Article

Deploy AWS Glue ETL Using AWS CodePipelines

migration

Deploy AWS Glue ETL Using AWS CodePipelines

In this post, we discuss a centralized deployment solution utilizing AWS CodePipelines for data lakes. The solution implements continuous integration of data lake infrastructure, data processing and ETL jobs through mult-accounts.

Technology Stack

AWS Glue
AWS Lambda
AWS SystemManager
AWS CDK
AWS CodeCommit
AWS CodeBuild
AWS CodePipelines
AWS IAM
AWS SNS
AWS StepFunctions
AWS CloudFormation
AWS EventBridge
AWS SecretManager

continuous Deployment Solution

The following deployment strategy is based on the following best practice design principles:

    1. Dedicated AWS account to run CDK pipelines.
    2. One or more AWS accounts into which the data lake is deployed.
    3. The data lake infrastructure has a dedicated source code repository. Data lake infrastructure is rarely re-deployed and it makes good sense to have it's own repository to add a level of isolation from frequently changing ETL jobs.
    4. Each ETL job or a group of similar ETL jobs has a dedicated source code repository. Each/group of ETL jobs may have unique AWS service, orchestration, and configuration requirements. Therefore, a dedicated source code repository allow more flexibly in building and maintaining the jobs.
The AWS CodeCommit repository is organized into three branches: dev (main), test, and prod. A centralized deployment account contains three separate CDK Pipelines and each pipeline is sourced from a dedicated branch. Here we choose a branch-based software development method in order to demonstrate the strategy in more complex scenarios where integration testing and validation layers require human intervention. This facilitates the propagation of changes through environments without blocking independent development priorities. We accomplish this by isolating resources across environments in the central deployment account, allowing for the independent management of each environment, and avoiding cross-contamination during each pipeline’s self-mutating updates.

A closer look at the CICD pipeline and deployment flow

Each repository represents a cloud infrastructure code definition. This includes the pipelines construct definition. Pipelines have one or more actions, such as cloning the source code (source action) and synthesizing the stack into an AWS CloudFormation template (synth action). Each pipeline has one or more stages, such as testing and deploying.

migration

CICD Pipeline Explained

    1. The DevOps administrator checks in the code to the repository.
    2. The DevOps administrator (with elevated access) facilitates a one-time manual deployment on a target environment. Elevated access includes administrative privileges on the central deployment account and target AWS environments.
    3. CodePipeline periodically listens to commit events on the source code repositories. This is the self-mutating nature of CodePipeline. It’s configured to work with and can update itself according to the provided definition.
    4. Code changes made to the main repo branch are automatically deployed to the data lake dev environment.
    5. Code changes to the repo test branch are automatically deployed to the test environment.
    6. Code changes to the repo prod branch are automatically deployed to the prod environment.

Advantages

Configuration-driven deployment

Source code and AWS Secrets Manager allow deployments to utilize values that are declared globally in a single location. Providig consistent management of global configurations and dependencies such as resource names, AWS account Ids, Regions, and VPC CIDR ranges. Similarly, the CDK Pipelines export outputs from CloudFormation stacks for later consumption via other resources.
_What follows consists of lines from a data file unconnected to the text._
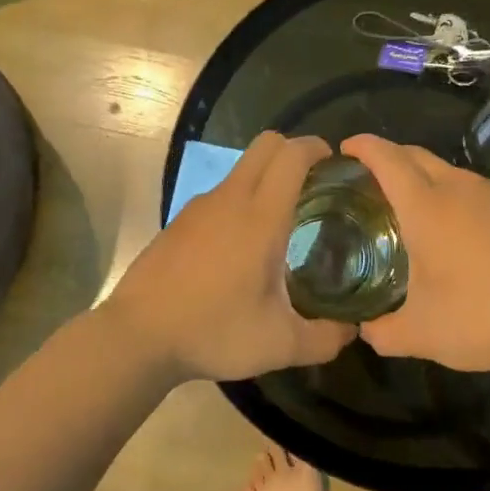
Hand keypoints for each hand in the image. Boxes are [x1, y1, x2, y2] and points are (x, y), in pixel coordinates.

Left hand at [104, 132, 355, 383]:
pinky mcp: (178, 222)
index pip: (291, 155)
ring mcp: (199, 208)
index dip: (317, 148)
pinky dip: (240, 202)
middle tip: (315, 185)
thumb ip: (325, 338)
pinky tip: (241, 246)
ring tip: (283, 221)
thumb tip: (351, 330)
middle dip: (294, 151)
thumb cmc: (213, 332)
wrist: (137, 337)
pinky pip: (220, 196)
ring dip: (266, 178)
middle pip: (265, 145)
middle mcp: (229, 199)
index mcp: (260, 217)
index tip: (336, 164)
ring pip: (241, 170)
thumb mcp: (280, 345)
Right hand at [341, 134, 489, 375]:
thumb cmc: (481, 318)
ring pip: (450, 172)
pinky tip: (461, 232)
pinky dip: (457, 197)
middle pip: (416, 155)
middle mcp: (459, 189)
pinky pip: (477, 190)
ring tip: (414, 210)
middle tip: (370, 181)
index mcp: (426, 207)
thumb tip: (366, 329)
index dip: (363, 147)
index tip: (345, 149)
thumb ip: (382, 331)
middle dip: (389, 157)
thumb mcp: (419, 334)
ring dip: (425, 178)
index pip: (387, 159)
Repeatable and consistent deployment of new ETL jobs

Continuous integration and continuous delivery pipelines allow teams to deploy to production more frequently. Code changes can be safely and securely propagated through environments and released for deployment. This allows rapid iteration on data processing jobs, and these jobs can be changed in isolation from pipeline changes, resulting in reliable workflows.

Scalable and centralized deployment model

We utilize a scalable and centralized deployment model to deliver end-to-end automation. This allows DevOps and data engineers to use the single responsibility principal while maintaining precise control over the deployment strategy and code quality. The model can readily be expanded to more accounts, and the pipelines are responsive to custom controls within each environment, such as a production approval layer.